NEW YORK (Reuters Health) - A person’s risk of having a stroke or dying from a stroke varies by social and economic status. Men and women who are less economically and socially advantaged are at increased risk relative to their better-off and more socially connected counterparts.
But new research from Italy hints that a universal health care system may equalize some of this disparity.
A health care system can worsen or reduce inequalities in health caused in part by social and economic status, Giulia Cesaroni, epidemiologist at the Local Health Authority in Rome, explained in an email to Reuters Health.
Cesaroni and colleagues found that Italy’s universal health care system seems to reduce inequalities in stroke among less and more privileged individuals.
Cesaroni’s team looked at strokes and deaths from stroke between 2001 and 2004 in 10,033 men and women who were 35 to 84 years old. During this period, 7,507 people suffered a first stroke.

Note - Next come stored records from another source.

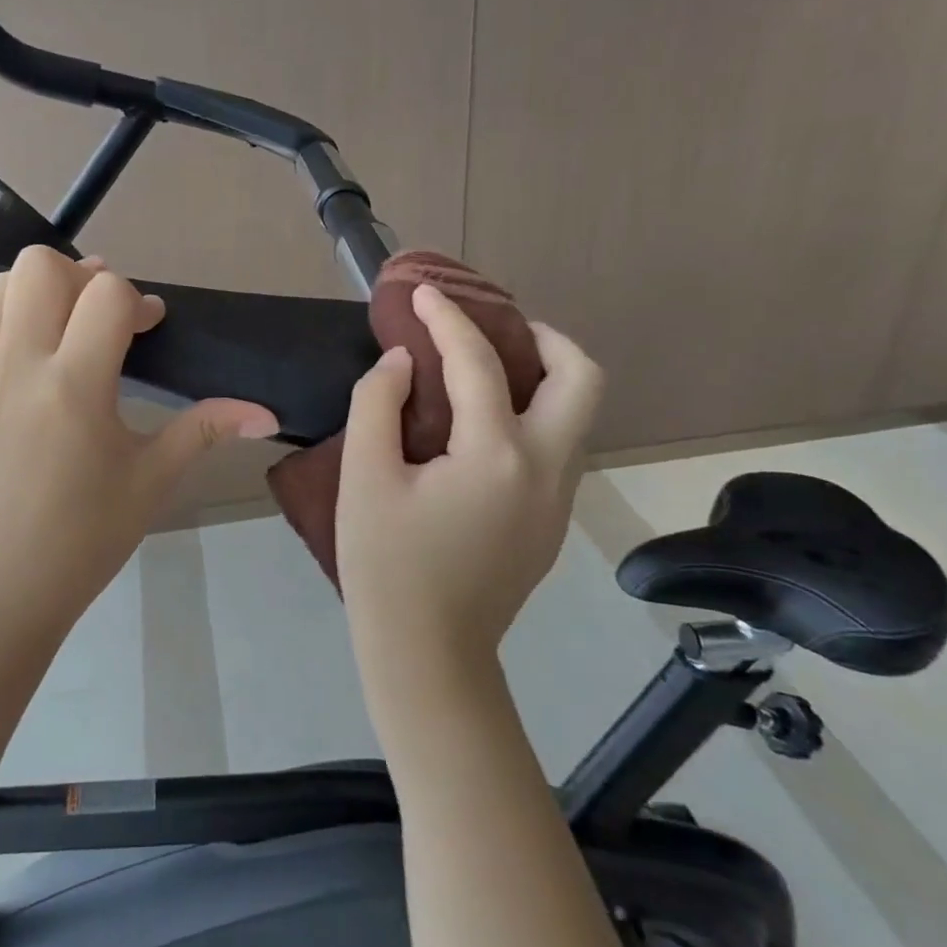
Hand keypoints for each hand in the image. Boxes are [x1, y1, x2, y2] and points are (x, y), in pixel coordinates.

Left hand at [0, 245, 278, 629]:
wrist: (5, 582)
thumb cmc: (88, 534)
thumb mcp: (153, 477)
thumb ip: (207, 429)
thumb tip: (267, 413)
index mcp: (74, 388)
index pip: (106, 293)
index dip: (137, 300)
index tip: (148, 328)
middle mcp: (17, 366)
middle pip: (42, 266)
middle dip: (83, 278)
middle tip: (103, 319)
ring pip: (3, 284)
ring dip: (43, 291)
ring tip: (67, 329)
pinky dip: (11, 318)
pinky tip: (35, 360)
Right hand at [335, 285, 603, 665]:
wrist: (427, 652)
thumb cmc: (386, 565)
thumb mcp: (364, 478)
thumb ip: (377, 405)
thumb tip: (403, 363)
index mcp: (496, 456)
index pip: (479, 364)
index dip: (447, 320)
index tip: (422, 294)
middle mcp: (546, 469)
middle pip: (582, 378)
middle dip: (544, 338)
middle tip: (495, 329)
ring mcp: (558, 498)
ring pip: (579, 413)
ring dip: (545, 375)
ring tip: (488, 369)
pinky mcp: (551, 521)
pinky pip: (558, 444)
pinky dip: (534, 412)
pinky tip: (484, 424)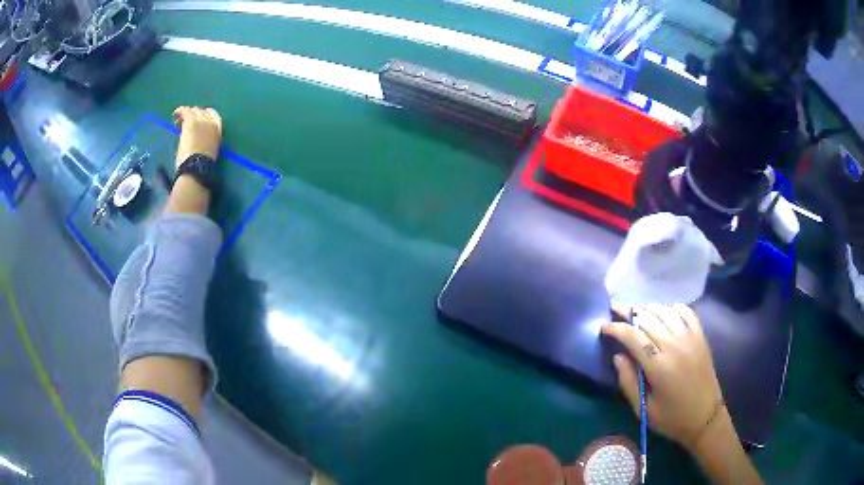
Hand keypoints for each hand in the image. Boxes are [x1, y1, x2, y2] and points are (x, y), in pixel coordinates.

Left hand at [173, 106, 222, 168]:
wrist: (197, 166)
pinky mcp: (192, 121)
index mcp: (218, 132)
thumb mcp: (207, 151)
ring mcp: (202, 121)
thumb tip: (194, 136)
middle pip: (203, 112)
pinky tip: (175, 113)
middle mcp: (212, 123)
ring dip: (187, 115)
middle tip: (186, 121)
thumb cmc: (200, 164)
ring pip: (194, 111)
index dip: (207, 115)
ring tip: (179, 121)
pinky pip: (185, 111)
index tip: (199, 117)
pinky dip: (180, 111)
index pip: (215, 117)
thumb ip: (203, 140)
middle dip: (195, 114)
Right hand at [602, 303, 723, 449]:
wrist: (705, 416)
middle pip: (648, 318)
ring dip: (647, 307)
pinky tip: (663, 311)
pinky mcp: (700, 336)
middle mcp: (675, 345)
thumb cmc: (672, 418)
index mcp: (659, 366)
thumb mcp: (644, 409)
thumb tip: (618, 356)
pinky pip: (685, 311)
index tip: (604, 326)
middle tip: (614, 309)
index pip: (633, 337)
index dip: (616, 328)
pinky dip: (671, 306)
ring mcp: (690, 338)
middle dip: (628, 311)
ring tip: (635, 309)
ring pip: (665, 311)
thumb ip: (628, 382)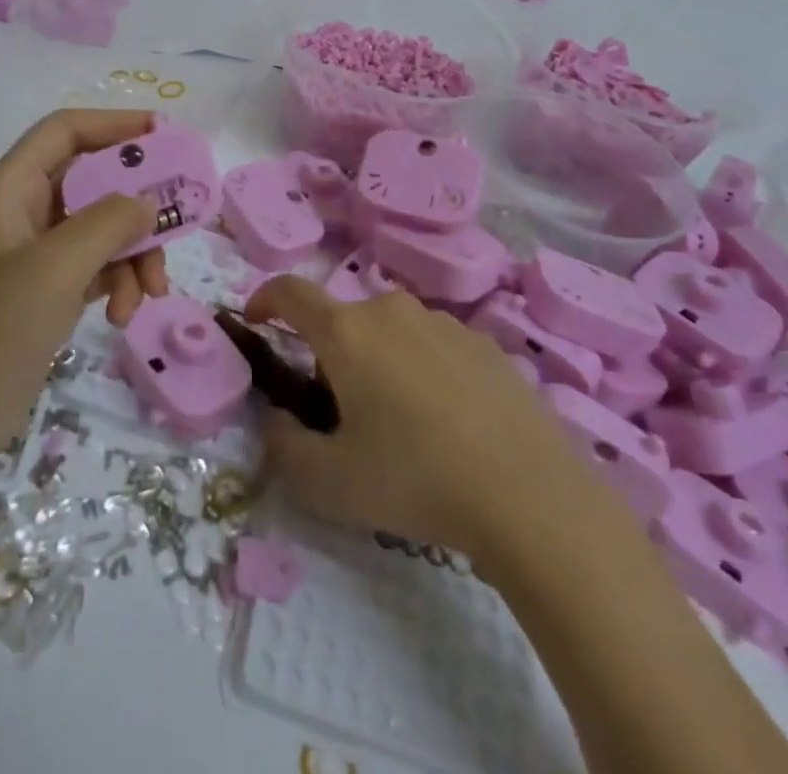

About 23 percent of these strokes occurred in very underprivileged people. As social/economic status increased, the incidence of stroke decreased to the point that about 17 percent of strokes occurred among men and women with the highest social/economic status, the team found.
However, once stroke patients were hospitalized, rates of death within 30 days and 1 year after having a stroke were generally lower among less privileged versus more privileged men and women.
For example, risk of death within 30 days was about 20 percent lower among privileged men with a bleeding-type stroke and women with a blockage-type stroke. It was about equal in less and more privileged women with bleeding-type stroke, but was about 20 percent higher in less privileged men with a stroke caused by a blocked artery.
When Cesaroni’s group looked at re-hospitalization for a subsequent stroke or for heart disease after 1 year, they found rates significantly higher among less privileged, versus more privileged, patients.
The investigators conclude, therefore, that “tackling health inequalities in stroke should focus on primary prevention in underprivileged groups of the population.”